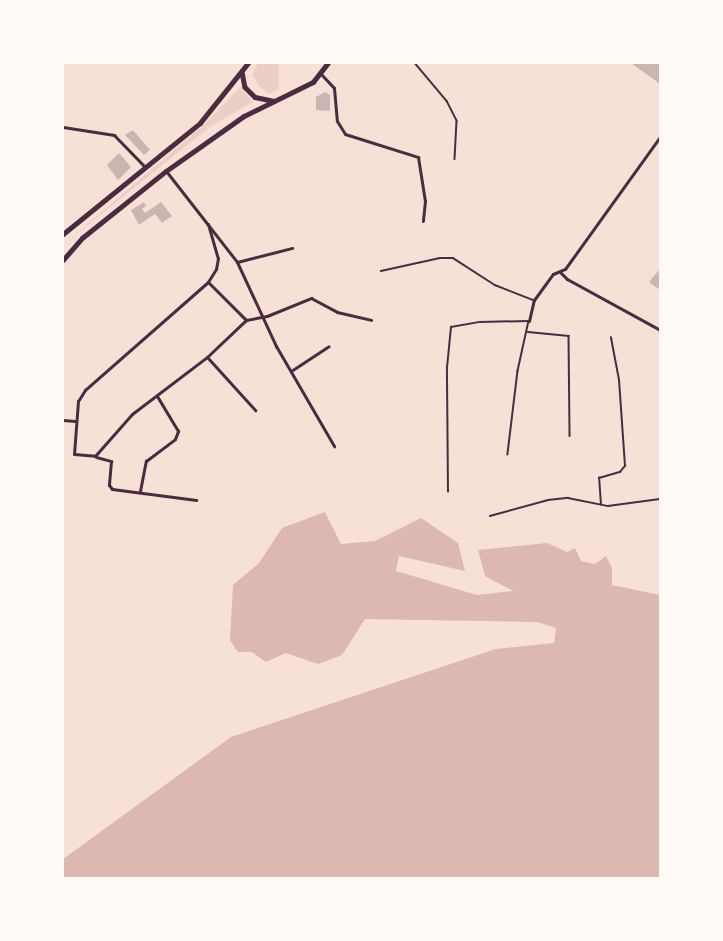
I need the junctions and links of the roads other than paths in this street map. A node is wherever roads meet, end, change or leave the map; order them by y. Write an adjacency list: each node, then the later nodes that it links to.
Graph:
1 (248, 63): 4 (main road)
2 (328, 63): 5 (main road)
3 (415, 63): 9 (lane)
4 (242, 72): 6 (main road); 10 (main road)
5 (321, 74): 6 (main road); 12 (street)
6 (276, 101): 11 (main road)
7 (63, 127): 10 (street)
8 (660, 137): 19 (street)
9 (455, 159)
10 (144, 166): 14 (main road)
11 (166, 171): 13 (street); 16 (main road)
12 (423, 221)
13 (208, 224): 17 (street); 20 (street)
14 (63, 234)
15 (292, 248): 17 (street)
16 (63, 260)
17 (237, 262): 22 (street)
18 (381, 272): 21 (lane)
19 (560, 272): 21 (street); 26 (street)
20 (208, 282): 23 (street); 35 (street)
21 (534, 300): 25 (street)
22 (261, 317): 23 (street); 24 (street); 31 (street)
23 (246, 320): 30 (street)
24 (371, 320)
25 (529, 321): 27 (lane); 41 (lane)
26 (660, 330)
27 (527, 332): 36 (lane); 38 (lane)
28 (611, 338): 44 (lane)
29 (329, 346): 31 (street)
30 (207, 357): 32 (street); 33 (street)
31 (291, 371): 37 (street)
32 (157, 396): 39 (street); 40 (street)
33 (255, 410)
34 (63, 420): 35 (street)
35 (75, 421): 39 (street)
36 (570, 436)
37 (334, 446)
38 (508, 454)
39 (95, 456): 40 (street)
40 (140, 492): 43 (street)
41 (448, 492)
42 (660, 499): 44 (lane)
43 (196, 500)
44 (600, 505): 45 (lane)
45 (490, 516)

+++++

### Task details
Only lines that include "main" belong in the answer; return them from the entries above.

### Problem solution
1 (248, 63): 4 (main road)
2 (328, 63): 5 (main road)
4 (242, 72): 6 (main road); 10 (main road)
5 (321, 74): 6 (main road); 12 (street)
6 (276, 101): 11 (main road)
10 (144, 166): 14 (main road)
11 (166, 171): 13 (street); 16 (main road)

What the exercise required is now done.